Stored data entries:
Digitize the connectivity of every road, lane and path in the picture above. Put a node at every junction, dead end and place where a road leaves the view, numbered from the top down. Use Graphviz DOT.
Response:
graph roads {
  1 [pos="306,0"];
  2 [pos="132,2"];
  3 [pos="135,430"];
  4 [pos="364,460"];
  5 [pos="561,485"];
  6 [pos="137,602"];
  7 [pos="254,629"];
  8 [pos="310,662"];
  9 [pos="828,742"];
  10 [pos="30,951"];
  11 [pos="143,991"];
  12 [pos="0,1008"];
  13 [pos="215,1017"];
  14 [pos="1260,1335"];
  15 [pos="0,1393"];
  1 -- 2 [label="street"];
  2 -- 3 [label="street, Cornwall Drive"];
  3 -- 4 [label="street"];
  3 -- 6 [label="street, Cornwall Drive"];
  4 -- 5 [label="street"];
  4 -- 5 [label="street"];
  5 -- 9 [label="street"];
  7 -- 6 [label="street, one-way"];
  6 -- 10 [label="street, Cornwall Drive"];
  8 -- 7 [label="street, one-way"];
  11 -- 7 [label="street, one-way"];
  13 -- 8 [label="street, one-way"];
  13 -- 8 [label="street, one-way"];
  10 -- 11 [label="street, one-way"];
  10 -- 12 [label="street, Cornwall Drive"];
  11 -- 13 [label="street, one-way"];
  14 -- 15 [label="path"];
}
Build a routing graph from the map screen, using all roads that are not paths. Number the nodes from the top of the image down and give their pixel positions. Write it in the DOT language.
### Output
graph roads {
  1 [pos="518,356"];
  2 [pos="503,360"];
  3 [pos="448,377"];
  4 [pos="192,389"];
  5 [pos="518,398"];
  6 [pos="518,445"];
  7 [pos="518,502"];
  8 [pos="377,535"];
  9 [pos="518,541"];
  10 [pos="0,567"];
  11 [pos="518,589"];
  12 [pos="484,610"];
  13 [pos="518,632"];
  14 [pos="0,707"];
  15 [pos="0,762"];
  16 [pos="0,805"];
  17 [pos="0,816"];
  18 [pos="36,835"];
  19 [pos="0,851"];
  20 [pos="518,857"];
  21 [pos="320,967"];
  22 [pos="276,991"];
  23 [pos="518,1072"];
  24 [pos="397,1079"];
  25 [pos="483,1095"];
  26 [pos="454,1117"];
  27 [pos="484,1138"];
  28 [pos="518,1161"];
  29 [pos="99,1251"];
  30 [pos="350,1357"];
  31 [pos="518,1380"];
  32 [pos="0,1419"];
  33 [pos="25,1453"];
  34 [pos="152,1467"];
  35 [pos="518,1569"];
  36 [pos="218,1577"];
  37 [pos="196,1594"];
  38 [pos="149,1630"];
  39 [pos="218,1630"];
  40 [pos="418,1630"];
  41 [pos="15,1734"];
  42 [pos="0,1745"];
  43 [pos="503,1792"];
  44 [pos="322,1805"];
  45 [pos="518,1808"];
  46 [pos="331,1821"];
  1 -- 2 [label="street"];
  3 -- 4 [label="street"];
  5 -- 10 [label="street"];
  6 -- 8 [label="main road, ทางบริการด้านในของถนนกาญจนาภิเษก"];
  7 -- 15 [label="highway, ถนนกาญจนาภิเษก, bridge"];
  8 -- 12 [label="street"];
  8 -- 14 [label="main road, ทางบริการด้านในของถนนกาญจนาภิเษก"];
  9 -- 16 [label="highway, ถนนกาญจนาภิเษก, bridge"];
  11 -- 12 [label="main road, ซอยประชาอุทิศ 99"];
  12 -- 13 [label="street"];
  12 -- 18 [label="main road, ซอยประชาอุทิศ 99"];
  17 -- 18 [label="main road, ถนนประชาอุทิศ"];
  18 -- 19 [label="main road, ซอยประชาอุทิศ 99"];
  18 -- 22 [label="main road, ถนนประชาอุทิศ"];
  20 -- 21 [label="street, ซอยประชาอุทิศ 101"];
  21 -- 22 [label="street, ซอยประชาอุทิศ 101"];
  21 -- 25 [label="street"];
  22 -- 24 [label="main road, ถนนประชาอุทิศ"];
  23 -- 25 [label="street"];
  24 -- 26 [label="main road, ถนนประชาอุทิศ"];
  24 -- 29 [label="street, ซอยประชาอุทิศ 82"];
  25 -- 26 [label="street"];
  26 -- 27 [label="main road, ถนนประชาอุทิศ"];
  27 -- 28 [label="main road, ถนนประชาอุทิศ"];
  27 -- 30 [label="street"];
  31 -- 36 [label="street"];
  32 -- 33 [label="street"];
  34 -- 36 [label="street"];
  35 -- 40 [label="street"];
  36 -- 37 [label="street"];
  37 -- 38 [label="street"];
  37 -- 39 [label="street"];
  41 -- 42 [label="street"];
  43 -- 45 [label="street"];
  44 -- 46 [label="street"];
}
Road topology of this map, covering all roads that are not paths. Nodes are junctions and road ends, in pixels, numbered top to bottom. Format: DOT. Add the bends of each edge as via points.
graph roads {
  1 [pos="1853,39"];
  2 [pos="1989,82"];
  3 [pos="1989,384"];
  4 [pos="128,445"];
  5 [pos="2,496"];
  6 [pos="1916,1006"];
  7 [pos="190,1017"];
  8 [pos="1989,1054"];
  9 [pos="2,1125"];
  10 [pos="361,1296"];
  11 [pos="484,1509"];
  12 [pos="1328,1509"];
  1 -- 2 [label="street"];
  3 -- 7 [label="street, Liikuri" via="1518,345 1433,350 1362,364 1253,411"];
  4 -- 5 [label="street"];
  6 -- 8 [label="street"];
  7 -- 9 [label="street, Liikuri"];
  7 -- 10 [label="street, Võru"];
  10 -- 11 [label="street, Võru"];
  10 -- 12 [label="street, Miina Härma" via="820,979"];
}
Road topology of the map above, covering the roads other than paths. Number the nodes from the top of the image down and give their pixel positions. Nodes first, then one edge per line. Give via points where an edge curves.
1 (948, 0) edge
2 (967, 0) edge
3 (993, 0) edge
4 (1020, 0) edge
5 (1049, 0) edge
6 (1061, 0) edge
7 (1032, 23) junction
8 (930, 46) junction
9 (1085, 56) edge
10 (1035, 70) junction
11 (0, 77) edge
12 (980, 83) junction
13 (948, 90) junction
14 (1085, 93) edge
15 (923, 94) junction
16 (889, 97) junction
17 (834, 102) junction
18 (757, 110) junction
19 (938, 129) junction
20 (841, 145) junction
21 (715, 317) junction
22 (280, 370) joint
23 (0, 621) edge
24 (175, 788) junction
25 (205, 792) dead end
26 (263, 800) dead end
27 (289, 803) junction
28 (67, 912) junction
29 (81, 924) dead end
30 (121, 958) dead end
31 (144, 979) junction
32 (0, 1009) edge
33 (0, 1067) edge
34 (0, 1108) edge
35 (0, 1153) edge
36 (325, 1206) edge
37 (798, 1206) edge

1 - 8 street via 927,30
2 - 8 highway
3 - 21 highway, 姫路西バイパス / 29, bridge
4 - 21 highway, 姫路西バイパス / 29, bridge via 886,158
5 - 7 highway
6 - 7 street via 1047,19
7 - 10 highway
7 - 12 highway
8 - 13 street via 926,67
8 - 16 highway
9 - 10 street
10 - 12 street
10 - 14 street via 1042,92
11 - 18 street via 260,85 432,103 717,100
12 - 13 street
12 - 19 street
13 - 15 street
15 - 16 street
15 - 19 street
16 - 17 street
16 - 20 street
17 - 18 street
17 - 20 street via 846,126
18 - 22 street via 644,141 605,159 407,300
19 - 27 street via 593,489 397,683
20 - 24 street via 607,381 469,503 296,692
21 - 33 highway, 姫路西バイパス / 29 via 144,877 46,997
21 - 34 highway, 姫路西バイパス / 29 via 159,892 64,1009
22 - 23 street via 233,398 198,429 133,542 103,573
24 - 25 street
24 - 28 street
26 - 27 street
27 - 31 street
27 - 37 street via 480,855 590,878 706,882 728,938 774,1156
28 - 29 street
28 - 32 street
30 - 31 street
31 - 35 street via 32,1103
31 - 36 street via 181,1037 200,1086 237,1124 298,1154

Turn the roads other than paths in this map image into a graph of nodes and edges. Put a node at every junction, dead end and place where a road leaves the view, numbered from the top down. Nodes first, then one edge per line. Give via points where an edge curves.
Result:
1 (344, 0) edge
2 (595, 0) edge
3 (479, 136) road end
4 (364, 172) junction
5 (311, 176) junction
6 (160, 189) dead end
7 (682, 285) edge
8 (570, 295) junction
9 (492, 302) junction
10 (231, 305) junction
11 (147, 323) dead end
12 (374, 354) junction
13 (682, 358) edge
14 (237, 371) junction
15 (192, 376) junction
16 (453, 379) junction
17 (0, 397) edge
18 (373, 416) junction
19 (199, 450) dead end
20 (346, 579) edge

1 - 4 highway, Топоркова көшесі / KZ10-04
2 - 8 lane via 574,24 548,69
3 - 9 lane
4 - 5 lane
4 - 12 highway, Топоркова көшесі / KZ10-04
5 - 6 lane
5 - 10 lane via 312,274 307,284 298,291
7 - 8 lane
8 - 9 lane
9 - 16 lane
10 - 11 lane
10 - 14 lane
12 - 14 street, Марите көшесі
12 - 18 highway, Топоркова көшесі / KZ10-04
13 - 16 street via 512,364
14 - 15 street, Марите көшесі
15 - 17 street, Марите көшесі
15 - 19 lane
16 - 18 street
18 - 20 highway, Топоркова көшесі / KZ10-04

**Exercise directions**
Find the lines above that contain the word "Liikuri" and collect them.

**Answer space**
  3 -- 7 [label="street, Liikuri" via="1518,345 1433,350 1362,364 1253,411"];
  7 -- 9 [label="street, Liikuri"];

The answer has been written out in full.